> [Exercise objective] Return the entries below verbatim. Pictures stay out.

> [Data]
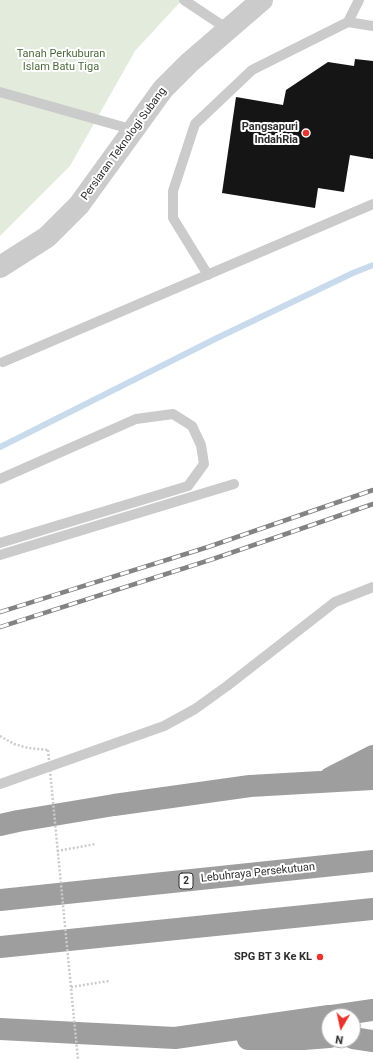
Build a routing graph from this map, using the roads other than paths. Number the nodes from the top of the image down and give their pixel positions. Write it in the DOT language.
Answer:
graph roads {
  1 [pos="184,0"];
  2 [pos="262,0"];
  3 [pos="359,0"];
  4 [pos="348,22"];
  5 [pos="373,26"];
  6 [pos="229,30"];
  7 [pos="0,92"];
  8 [pos="134,130"];
  9 [pos="373,204"];
  10 [pos="0,266"];
  11 [pos="208,275"];
  12 [pos="4,362"];
  13 [pos="0,479"];
  14 [pos="234,484"];
  15 [pos="0,543"];
  16 [pos="0,555"];
  17 [pos="373,587"];
  18 [pos="373,756"];
  19 [pos="373,779"];
  20 [pos="324,781"];
  21 [pos="0,784"];
  22 [pos="0,825"];
  23 [pos="373,861"];
  24 [pos="0,900"];
  25 [pos="373,909"];
  26 [pos="0,947"];
  27 [pos="373,1010"];
  28 [pos="361,1012"];
  29 [pos="321,1017"];
  30 [pos="0,1028"];
  31 [pos="175,1038"];
  32 [pos="321,1038"];
  33 [pos="361,1039"];
  34 [pos="373,1041"];
  1 -- 6 [label="lane"];
  2 -- 6 [label="street, Persiaran Teknologi Subang"];
  3 -- 4 [label="lane"];
  4 -- 5 [label="lane"];
  4 -- 11 [label="lane"];
  6 -- 8 [label="street, Persiaran Teknologi Subang"];
  7 -- 8 [label="lane"];
  8 -- 10 [label="street, Persiaran Teknologi Subang"];
  9 -- 11 [label="lane"];
  11 -- 12 [label="lane"];
  13 -- 15 [label="lane"];
  14 -- 16 [label="lane"];
  17 -- 21 [label="lane"];
  18 -- 20 [label="highway"];
  19 -- 20 [label="highway"];
  20 -- 22 [label="highway"];
  23 -- 24 [label="highway, Lebuhraya Persekutuan / 2"];
  25 -- 26 [label="highway"];
  27 -- 28 [label="highway"];
  29 -- 31 [label="highway"];
  30 -- 31 [label="highway"];
  31 -- 32 [label="highway"];
  33 -- 34 [label="highway"];
}
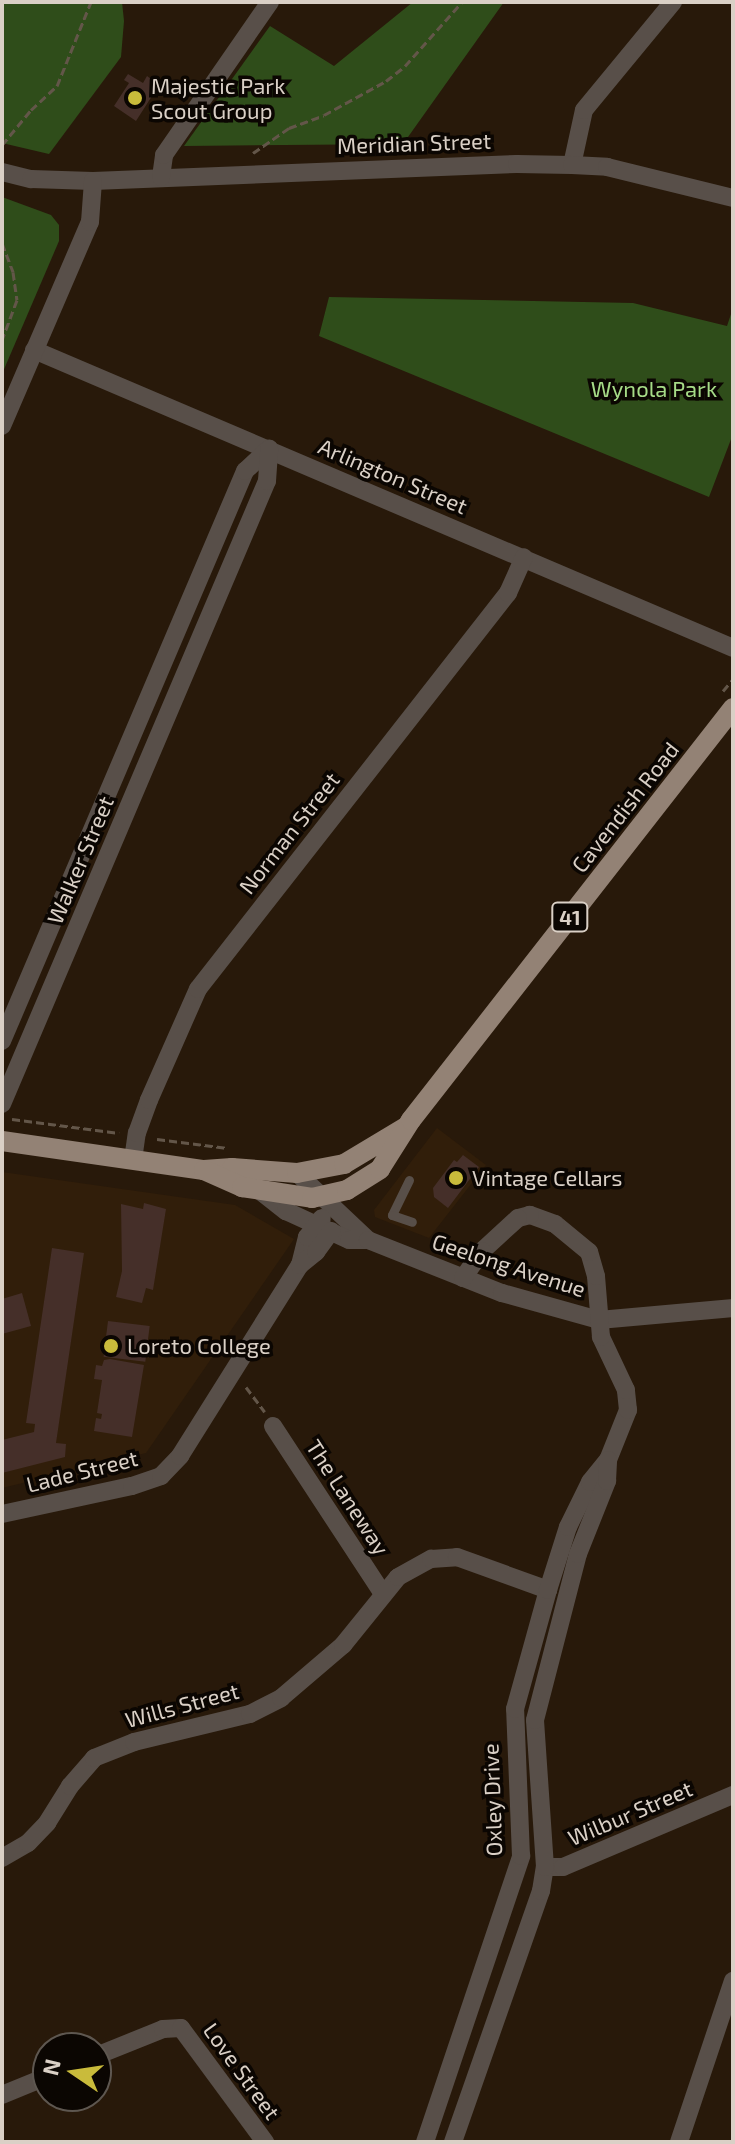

> [Output for this exercise]
Build a routing graph from this map, using the roads other than paths. Number the nodes from the top of the image down and give their pixel positions. Write it in the DOT language.
Answer:
graph roads {
  1 [pos="184,0"];
  2 [pos="262,0"];
  3 [pos="359,0"];
  4 [pos="348,22"];
  5 [pos="373,26"];
  6 [pos="229,30"];
  7 [pos="0,92"];
  8 [pos="134,130"];
  9 [pos="373,204"];
  10 [pos="0,266"];
  11 [pos="208,275"];
  12 [pos="4,362"];
  13 [pos="0,479"];
  14 [pos="234,484"];
  15 [pos="0,543"];
  16 [pos="0,555"];
  17 [pos="373,587"];
  18 [pos="373,756"];
  19 [pos="373,779"];
  20 [pos="324,781"];
  21 [pos="0,784"];
  22 [pos="0,825"];
  23 [pos="373,861"];
  24 [pos="0,900"];
  25 [pos="373,909"];
  26 [pos="0,947"];
  27 [pos="373,1010"];
  28 [pos="361,1012"];
  29 [pos="321,1017"];
  30 [pos="0,1028"];
  31 [pos="175,1038"];
  32 [pos="321,1038"];
  33 [pos="361,1039"];
  34 [pos="373,1041"];
  1 -- 6 [label="lane"];
  2 -- 6 [label="street, Persiaran Teknologi Subang"];
  3 -- 4 [label="lane"];
  4 -- 5 [label="lane"];
  4 -- 11 [label="lane"];
  6 -- 8 [label="street, Persiaran Teknologi Subang"];
  7 -- 8 [label="lane"];
  8 -- 10 [label="street, Persiaran Teknologi Subang"];
  9 -- 11 [label="lane"];
  11 -- 12 [label="lane"];
  13 -- 15 [label="lane"];
  14 -- 16 [label="lane"];
  17 -- 21 [label="lane"];
  18 -- 20 [label="highway"];
  19 -- 20 [label="highway"];
  20 -- 22 [label="highway"];
  23 -- 24 [label="highway, Lebuhraya Persekutuan / 2"];
  25 -- 26 [label="highway"];
  27 -- 28 [label="highway"];
  29 -- 31 [label="highway"];
  30 -- 31 [label="highway"];
  31 -- 32 [label="highway"];
  33 -- 34 [label="highway"];
}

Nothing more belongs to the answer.